Shouldn't be any problem. with sandy soil, you should be able to get plenty of coverage on the seed by dragging. The seed doesn't have to be very deep, and by not disking you will save moisture for germination, in case of dry weather.


----------



## Ed Spin

Natty, why are you planting buckwheat? What type of soil do you have, sandy, loamy sand, sandy loam, loam or loamy clay? Is it for wildlife and if so what kind of wildlife? Is it to build up the soil? Have you taken a soil test? If so can you give me the numbers, PH, major nutrient values, cation number, amount of lime and type recommended?

Keep the fun in hunting!

Ed Spin


----------



## NATTY BUMPO

Ed Spin,

Welcome to M-S.com! Hope you'll add to the discussion often.

Our property is in mid-Mason Co nr the big water (fruit belt). The soils are a sandy loam with a low ph (5.5-5.9), low fertility and are covered with bracken fern in the open areas. We had soil tests done two yrs ago at MSU and I cant put my hands on them just now. We had 10 tons of lime spread on about three acres two yrs ago. I need to test again this spring. 

Re buckwheat. We have some good clover blend plots established on some of the better ground. On the poorer sites, we've been planting rye and buckwheat as "green manure" crops and then discing them in in late Aug. I'm thinking of following this year with Buck Forage Oats (see recent thread). I would welcome any suggestions that you might have on any of this.

Natty B.


----------



## Ed Spin

Natty:

Thanks for your reply. It appears a major objective you have is to build up your soil and based on your description of it that is what should be done. 

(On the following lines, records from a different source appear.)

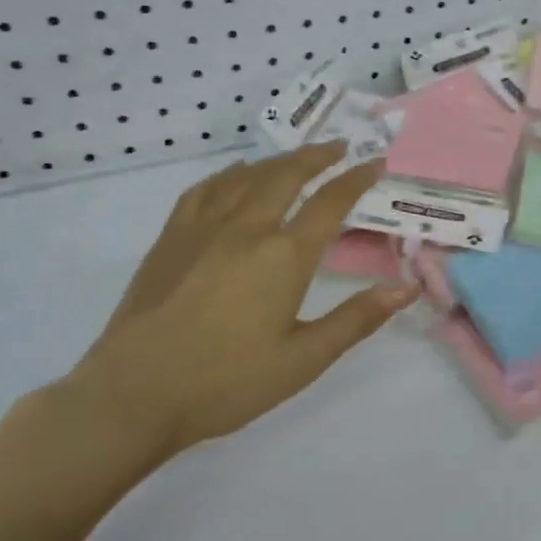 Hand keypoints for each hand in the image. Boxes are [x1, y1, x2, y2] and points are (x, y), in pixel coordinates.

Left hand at [45, 143, 416, 489]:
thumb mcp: (303, 359)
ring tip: (296, 157)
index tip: (375, 163)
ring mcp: (203, 228)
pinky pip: (205, 189)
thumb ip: (356, 319)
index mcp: (284, 256)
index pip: (330, 203)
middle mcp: (246, 228)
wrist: (135, 393)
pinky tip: (235, 175)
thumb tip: (405, 289)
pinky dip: (229, 174)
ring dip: (278, 160)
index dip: (356, 179)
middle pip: (287, 175)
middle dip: (318, 156)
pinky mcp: (171, 238)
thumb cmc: (227, 382)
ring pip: (247, 176)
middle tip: (339, 147) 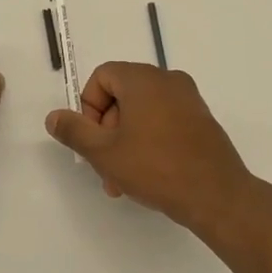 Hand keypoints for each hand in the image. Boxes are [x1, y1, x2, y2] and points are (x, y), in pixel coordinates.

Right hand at [45, 63, 263, 236]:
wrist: (217, 196)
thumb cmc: (156, 167)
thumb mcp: (104, 152)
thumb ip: (74, 131)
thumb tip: (54, 116)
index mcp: (143, 79)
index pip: (102, 76)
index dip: (88, 107)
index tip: (91, 140)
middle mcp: (168, 80)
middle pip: (122, 95)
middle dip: (106, 130)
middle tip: (103, 166)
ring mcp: (189, 100)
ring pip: (142, 112)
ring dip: (125, 141)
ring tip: (121, 181)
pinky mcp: (202, 121)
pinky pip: (164, 121)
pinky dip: (149, 141)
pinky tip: (147, 176)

Soil. tests should be taken each year, till your soil building is accomplished. then at intervals of every two to three years

soil building is increasing the organic and nutrient content

One good way of building the organic content of your type of soil is to plant twice in one year with several types of soil building plants. 

I like to plant buckwheat at 50 lbs per acre and broadcst 100 lbs of 19-19-19 in early June. Disk the fertilizer in and broadcast the buckwheat followed by a cultipacking. Around the first of August broadcast 15 lbs of sulfer, 30 lbs of phosphorous, 60 lbs of potash and 90 lbs of nitrogen per acre. Disk the fertilizer in and then broadcast 50 lbs of rye grain, and 4 lbs of a brassica mix (forage rape and turnips) with turnips being no more than one lb per acre and again followed by a cultipacking. Do this for three to four years and you should see a change in the color and the soil tests should show a definate increase in the organic content.

For your first soil test ask for the minor nutrient values also, sulfer, zinc, magnanese, copper and iron and of course the organic content. Over the years add more fertilizer than recommended by about 25 to 50 percent. Look for ALL the nutrient values to reach the medium high range. Lime to a minimum of 6.0 with 6.5 PH preferred. Do this as the organic value is increasing not at one time in the beginning. It will mostly leach out and be a waist of time and money. It is the increased content of the organic material that will hold the minerals and moisture.

Keep the fun in hunting!

Ed Spin


----------